START Provided data

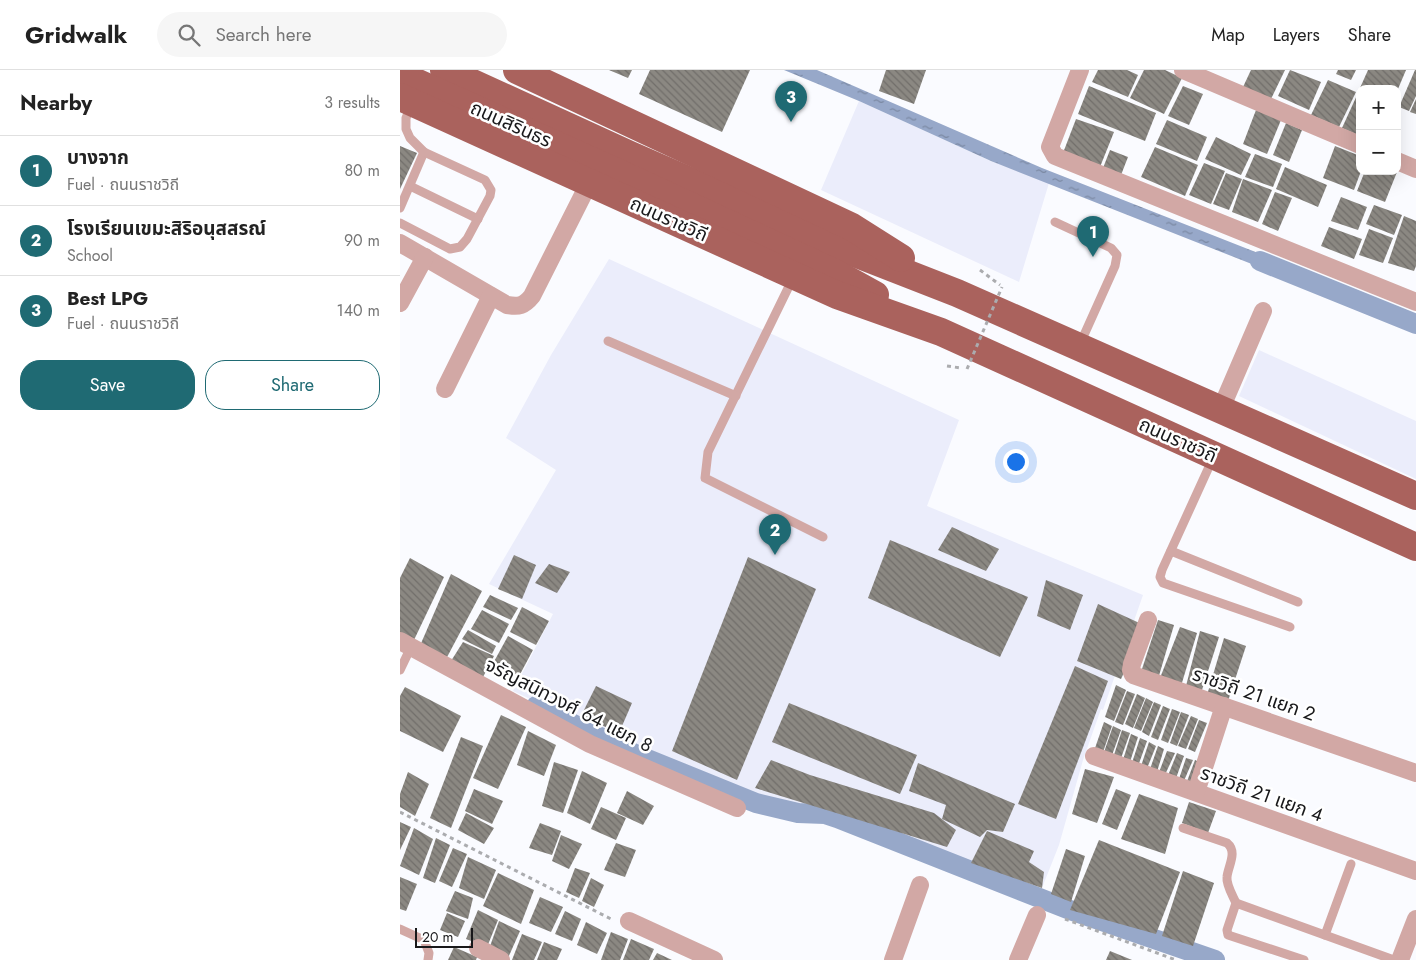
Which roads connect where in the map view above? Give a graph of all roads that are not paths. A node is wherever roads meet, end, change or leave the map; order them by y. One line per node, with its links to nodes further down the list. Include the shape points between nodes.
1 (444, 70): 10 (main road, ถนนสิรินธร)
2 (517, 70): 21 (main road, via 852,227)
3 (1079, 70): 23 (street, via 1050,147 1055,156)
4 (1183, 70): 7 (street)
5 (400, 75): 10 (main road, ถนนสิรินธร)
6 (406, 100): 8 (lane, via 406,129); 12 (main road, ถนนราชวิถี)
7 (1356, 143)
8 (424, 152): 13 (lane); 15 (lane, via 481,178 489,186 490,196)
9 (1401, 163): 11 (street)
10 (626, 164): 21 (main road); 26 (main road, ถนนราชวิถี, via 838,274)
11 (1416, 169)
12 (589, 183): 20 (main road, ถนนราชวิถี); 22 (street, via 527,303 507,305)
13 (410, 186): 14 (lane); 15 (lane)
14 (400, 208)
15 (478, 219): 16 (lane, via 460,247 450,249)
16 (400, 222)
17 (1055, 222): 28 (lane, via 1111,248 1117,255)
18 (400, 243): 19 (street)
19 (425, 257): 22 (street); 24 (street)
20 (794, 276): 26 (main road, ถนนราชวิถี); 30 (lane)
21 (957, 293): 28 (main road)
22 (491, 296): 29 (street)
23 (1416, 302)
24 (400, 303)
25 (1263, 311): 31 (street)
26 (941, 332): 32 (main road, ถนนราชวิถี)
27 (608, 341): 30 (lane)
28 (1079, 348): 31 (main road)
29 (445, 389)
30 (736, 396): 34 (lane, via 708,452 705,478)
31 (1220, 411): 33 (main road)
32 (1214, 456): 35 (main road, ถนนราชวิถี); 36 (lane)
33 (1416, 496)
34 (823, 537)
35 (1416, 547)
36 (1171, 551): 37 (lane); 39 (lane, via 1160,578 1164,584)
37 (1298, 602)
38 (1148, 620): 42 (street, ราชวิถี 21 แยก 2, via 1132,664 1133,675)
39 (1290, 627)
40 (405, 644): 41 (lane); 46 (street, จรัญสนิทวงศ์ 64 แยก 8, via 590,744)
41 (400, 670)
42 (1224, 706): 44 (street, ราชวิถี 21 แยก 2); 45 (street)
43 (1094, 756): 45 (street, ราชวิถี 21 แยก 4)
44 (1416, 773)
45 (1196, 792): 49 (street, ราชวิถี 21 แยก 4)
46 (738, 808)
47 (1183, 828): 51 (lane, via 1231,847 1233,853 1227,878)
48 (1352, 864): 56 (lane)
49 (1416, 871)
50 (920, 885): 61 (street)
51 (1236, 904): 56 (lane); 63 (lane, via 1228,935)
52 (1037, 915): 62 (street)
53 (1416, 919): 65 (street)
54 (629, 921): 58 (street)
55 (400, 930): 59 (lane, via 424,940)
56 (1325, 935): 64 (lane)
57 (478, 948): 60 (street)
58 (707, 959)
59 (428, 960)
60 (501, 960)
61 (893, 960)
62 (1018, 960)
63 (1304, 960)
64 (1394, 960)
65 (1400, 960)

END Provided data

» What is required: Repeat the records above exactly, leaving out the pictures.

» Exercise response:
Which roads connect where in the map view above? Give a graph of all roads that are not paths. A node is wherever roads meet, end, change or leave the map; order them by y. One line per node, with its links to nodes further down the list. Include the shape points between nodes.
1 (444, 70): 10 (main road, ถนนสิรินธร)
2 (517, 70): 21 (main road, via 852,227)
3 (1079, 70): 23 (street, via 1050,147 1055,156)
4 (1183, 70): 7 (street)
5 (400, 75): 10 (main road, ถนนสิรินธร)
6 (406, 100): 8 (lane, via 406,129); 12 (main road, ถนนราชวิถี)
7 (1356, 143)
8 (424, 152): 13 (lane); 15 (lane, via 481,178 489,186 490,196)
9 (1401, 163): 11 (street)
10 (626, 164): 21 (main road); 26 (main road, ถนนราชวิถี, via 838,274)
11 (1416, 169)
12 (589, 183): 20 (main road, ถนนราชวิถี); 22 (street, via 527,303 507,305)
13 (410, 186): 14 (lane); 15 (lane)
14 (400, 208)
15 (478, 219): 16 (lane, via 460,247 450,249)
16 (400, 222)
17 (1055, 222): 28 (lane, via 1111,248 1117,255)
18 (400, 243): 19 (street)
19 (425, 257): 22 (street); 24 (street)
20 (794, 276): 26 (main road, ถนนราชวิถี); 30 (lane)
21 (957, 293): 28 (main road)
22 (491, 296): 29 (street)
23 (1416, 302)
24 (400, 303)
25 (1263, 311): 31 (street)
26 (941, 332): 32 (main road, ถนนราชวิถี)
27 (608, 341): 30 (lane)
28 (1079, 348): 31 (main road)
29 (445, 389)
30 (736, 396): 34 (lane, via 708,452 705,478)
31 (1220, 411): 33 (main road)
32 (1214, 456): 35 (main road, ถนนราชวิถี); 36 (lane)
33 (1416, 496)
34 (823, 537)
35 (1416, 547)
36 (1171, 551): 37 (lane); 39 (lane, via 1160,578 1164,584)
37 (1298, 602)
38 (1148, 620): 42 (street, ราชวิถี 21 แยก 2, via 1132,664 1133,675)
39 (1290, 627)
40 (405, 644): 41 (lane); 46 (street, จรัญสนิทวงศ์ 64 แยก 8, via 590,744)
41 (400, 670)
42 (1224, 706): 44 (street, ราชวิถี 21 แยก 2); 45 (street)
43 (1094, 756): 45 (street, ราชวิถี 21 แยก 4)
44 (1416, 773)
45 (1196, 792): 49 (street, ราชวิถี 21 แยก 4)
46 (738, 808)
47 (1183, 828): 51 (lane, via 1231,847 1233,853 1227,878)
48 (1352, 864): 56 (lane)
49 (1416, 871)
50 (920, 885): 61 (street)
51 (1236, 904): 56 (lane); 63 (lane, via 1228,935)
52 (1037, 915): 62 (street)
53 (1416, 919): 65 (street)
54 (629, 921): 58 (street)
55 (400, 930): 59 (lane, via 424,940)
56 (1325, 935): 64 (lane)
57 (478, 948): 60 (street)
58 (707, 959)
59 (428, 960)
60 (501, 960)
61 (893, 960)
62 (1018, 960)
63 (1304, 960)
64 (1394, 960)
65 (1400, 960)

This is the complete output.